Biswas Swati, Lin Shili
Department of Statistics, Ohio State University, Columbus, Ohio 43210, USA.
Genet Epidemiol. 2004 Apr;26(3):206-17. doi: 10.1002/gepi.10314.
Locus heterogeneity is a major problem plaguing the mapping of disease genes responsible for complex genetic traits via linkage analysis. A common feature of several available methods to account for heterogeneity is that they involve maximizing a multidimensional likelihood to obtain maximum likelihood estimates. The high dimensionality of the likelihood surface may be due to multiple heterogeneity (mixing) parameters, linkage parameters, and/or regression coefficients corresponding to multiple covariates. Here, we focus on this nontrivial computational aspect of incorporating heterogeneity by considering several likelihood maximization procedures, including the expectation maximization (EM) algorithm and the stochastic expectation maximization (SEM) algorithm. The wide applicability of these procedures is demonstrated first through a general formulation of accounting for heterogeneity, and then by applying them to two specific formulations. Furthermore, our simulation studies as well as an application to the Genetic Analysis Workshop 12 asthma datasets show that, among other observations, SEM performs better than EM. As an aside, we illustrate a limitation of the popular admixture approach for incorporating heterogeneity, proved elsewhere. We also show how to obtain standard errors (SEs) for EM and SEM estimates, using methods available in the literature. These SEs can then be combined with the corresponding estimates to provide confidence intervals of the parameters.
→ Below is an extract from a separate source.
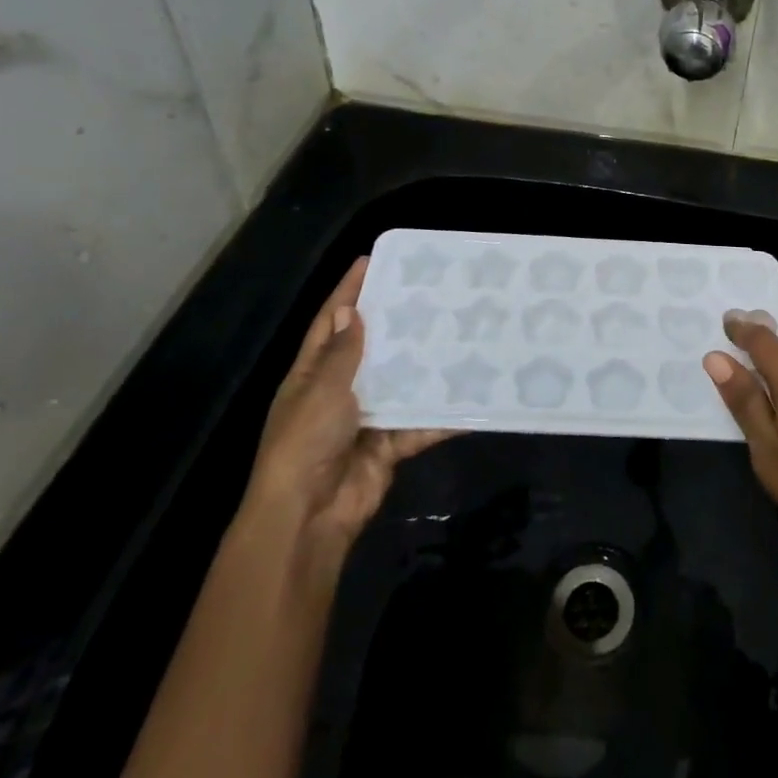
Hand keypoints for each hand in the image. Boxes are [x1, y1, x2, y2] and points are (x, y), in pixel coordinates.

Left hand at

基因座异质性是困扰通过连锁分析来定位负责复杂遗传性状的疾病基因的一个主要问题。几种可用的解释异质性的方法的一个共同特征是,它们都涉及最大化一个多维似然函数以获得最大似然估计。似然曲面的高维度可能是由于多个异质性(混合)参数、连锁参数和/或对应于多个协变量的回归系数。在这里,我们通过考虑几种似然最大化程序,包括期望最大化(EM)算法和随机期望最大化(SEM)算法,来关注纳入异质性这一重要的计算方面。这些程序的广泛适用性首先通过解释异质性的一般公式得到证明,然后通过将它们应用于两个具体公式来证明。此外,我们的模拟研究以及对遗传分析研讨会12哮喘数据集的应用表明,在其他观察结果中,SEM比EM表现更好。顺便提一下,我们说明了在其他地方已证明的流行的混合方法在纳入异质性方面的一个局限性。我们还展示了如何使用文献中可用的方法来获得EM和SEM估计的标准误差(SE)。然后可以将这些SE与相应的估计相结合,以提供参数的置信区间。